2013年2月1日金曜日

信頼関係という名の幻想。


寒い日が続いています。巷ではインフルエンザやノロウィルスが猛威を奮っているようですが、今のところ陽学舎の生徒たちに大きな影響はなく、ほぼ全員、元気な顔で通ってきてくれております。特に中3生は皆、元気にしておりますので、このまま公立高校入試本番までは自身の体調の管理にも、しっかりと気を配りましょう。




さて今日は、最近ニュース等でよく耳にするキーワード、“体罰” についての話をします。



私は 「体罰などあってはならない」 という考えの持ち主ですし、子どもたちの教育に携わるようになって10年、当然これまで一度も生徒に手を上げたこともなければ、そんな気持ちになったことすらありません。体罰も時には有効だ・・・と主張する方もどうやら日本には多いようですが、それには共感も理解も全くできません。


私は高校時代、剣道部に所属しておりました。剣道はまぁ、言ってしまえば不人気なスポーツですから、部員は同学年で私ともう1人、たったの2人だけでした。1学年上下の先輩・後輩は、5人ずつ位はいましたが。そしてその剣道部の顧問が、おそらく学校で一番強面であり、実際に学校中の生徒・教師が総じてビビッているという、そんな最恐の体育教師でした。


サッカーなどの球技の部活の顧問が体罰をすれば、それは誰が見てもすぐに分かる明らかな体罰ですが、格闘技における体罰は、表面上はいちおう “稽古” という扱いになるので、最悪です。とにかくボッコボコにされますし、蹴りを入れられたり、わざと防具のない所を竹刀で叩かれたり、本当に酷かったです。

それもまだ、“試合に負けた” や “気合が入っていない” 等の、こちらに少しでも罰を受ける要素がある時はまだよいのですが、明らかにただ顧問の “機嫌が悪いだけ” という日もありまして。顧問が不機嫌な表情で防具を着け出した瞬間の、あの絶望感といったら・・・。ドラクエでセーブパスワードのミスに気付いた瞬間の、100倍くらいはあったかと思います(例えが古くてすみません)。


いまだに当時のあの顧問を思い浮かべると、恐怖で身が震えます(大げさですが)。

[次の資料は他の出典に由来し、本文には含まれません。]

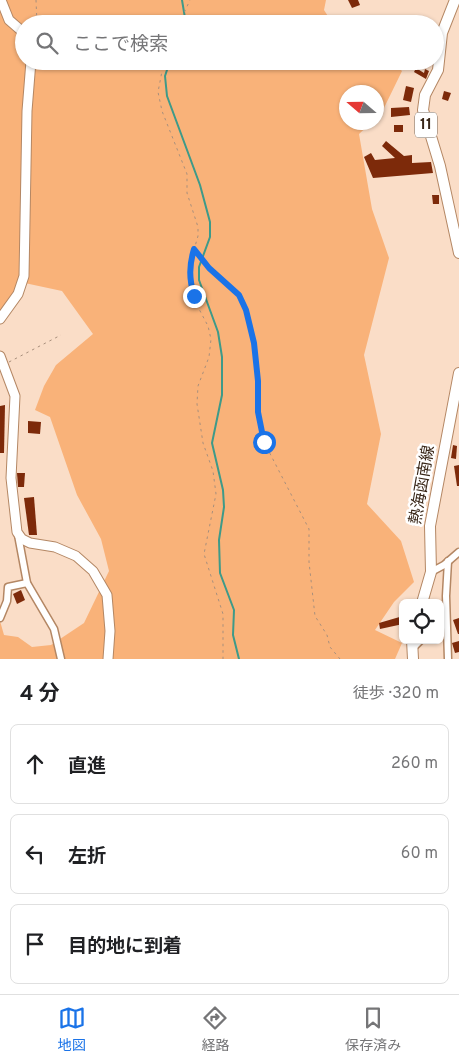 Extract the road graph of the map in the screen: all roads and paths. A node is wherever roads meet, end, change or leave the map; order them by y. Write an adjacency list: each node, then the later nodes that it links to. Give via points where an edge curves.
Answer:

私は運動神経に優れてはいませんし、剣道もはっきり言って弱かった部類に入りますので、その稽古によって自身が鍛えられた、という実感は全くありません。まぁ、精神力は多少は鍛えられたかもしれませんが、それは激しい稽古から来たものではなく、顧問の理不尽に耐えぬいた、という所から来ているのだと思います。



体罰を肯定する者には、過去に体罰を受け、それによって自身やチームが強くなった、という経験があるのでしょう。昔、自分は体罰に耐えられた→耐えられない者は弱者だ→よって自分は強い人間だ・・・という、一種の自己肯定であり、自己陶酔であると、私は考えます。そして、体罰肯定の者が受けてきた体罰は、教師と生徒、両者の間に信頼関係があった上でのものだったのでしょう。私は当時の顧問のことが大嫌いでしたから、当然信頼関係などあるはずがなく、感謝の気持ちも全くありません。

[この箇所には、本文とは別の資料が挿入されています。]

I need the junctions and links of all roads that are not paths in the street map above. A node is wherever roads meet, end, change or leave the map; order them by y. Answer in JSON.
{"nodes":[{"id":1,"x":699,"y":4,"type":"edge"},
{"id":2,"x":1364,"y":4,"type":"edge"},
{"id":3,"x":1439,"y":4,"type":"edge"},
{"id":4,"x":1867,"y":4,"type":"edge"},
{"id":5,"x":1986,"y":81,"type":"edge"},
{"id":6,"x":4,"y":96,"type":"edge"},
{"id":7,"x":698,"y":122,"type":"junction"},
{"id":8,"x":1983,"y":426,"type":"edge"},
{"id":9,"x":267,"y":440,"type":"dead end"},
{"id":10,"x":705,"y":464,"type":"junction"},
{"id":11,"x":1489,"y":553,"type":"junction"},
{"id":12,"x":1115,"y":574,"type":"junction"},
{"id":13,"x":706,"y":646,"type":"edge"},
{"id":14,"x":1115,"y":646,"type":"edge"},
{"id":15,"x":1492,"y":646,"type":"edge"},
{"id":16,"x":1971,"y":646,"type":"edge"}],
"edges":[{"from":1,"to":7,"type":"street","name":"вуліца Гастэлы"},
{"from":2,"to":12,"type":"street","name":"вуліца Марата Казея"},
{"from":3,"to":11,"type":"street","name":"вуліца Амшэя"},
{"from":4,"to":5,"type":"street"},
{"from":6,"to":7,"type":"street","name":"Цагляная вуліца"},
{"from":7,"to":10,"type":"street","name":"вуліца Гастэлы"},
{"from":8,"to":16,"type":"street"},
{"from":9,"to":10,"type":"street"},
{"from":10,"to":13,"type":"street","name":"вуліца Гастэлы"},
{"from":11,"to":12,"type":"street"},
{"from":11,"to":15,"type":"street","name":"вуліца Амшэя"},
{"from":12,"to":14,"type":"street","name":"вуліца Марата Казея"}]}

では信頼関係がある上での体罰が是か非かというと、これも完全に非であると、私は考えます。そもそも、信頼関係が本当に成立しているかどうかなど、教師にどうやってわかるのでしょう? 教師が体罰をして、それに対して生徒が “ありがたい” と思うか、“許せない” と思うか。超能力者でもなければ、そんなもの読めるはずがありません。「お前(生徒)と俺(教師)には信頼関係がある」や「愛するが故に手を出す」というのは、完全に教師の側からの押し付けであり、そうやって体罰にしか頼れない無能な自分を、肯定しているだけです。


桜宮高校バスケ部の顧問も、全日本女子柔道の監督も、そこに大きな勘違いがあったと考えます。“信頼関係” という幻想に頼りきり、驕ってしまったわけです。 “信頼” は、相手から自然に発生するもので、押し付けるものではありません。ただし、もちろんこの二方だけにたまたま問題があったわけではなく、まだまだ日本中に体罰をしている教師は、たくさんいるはずです。よってこの二方ばかりをバッシングする今の世間の風潮は、いかがなものかと思います。



あの剣道部の顧問も、私とは信頼関係が成立していると、思っていたのでしょうか? 思っていたのだとしたらそれは大きな勘違いですし、思っていなかったとしたら、あれはただの暴力だったわけです。今は私は一教育者として、顧問のことは “あんな人間にだけは絶対にならない” という、いい反面教師にさせていただいております。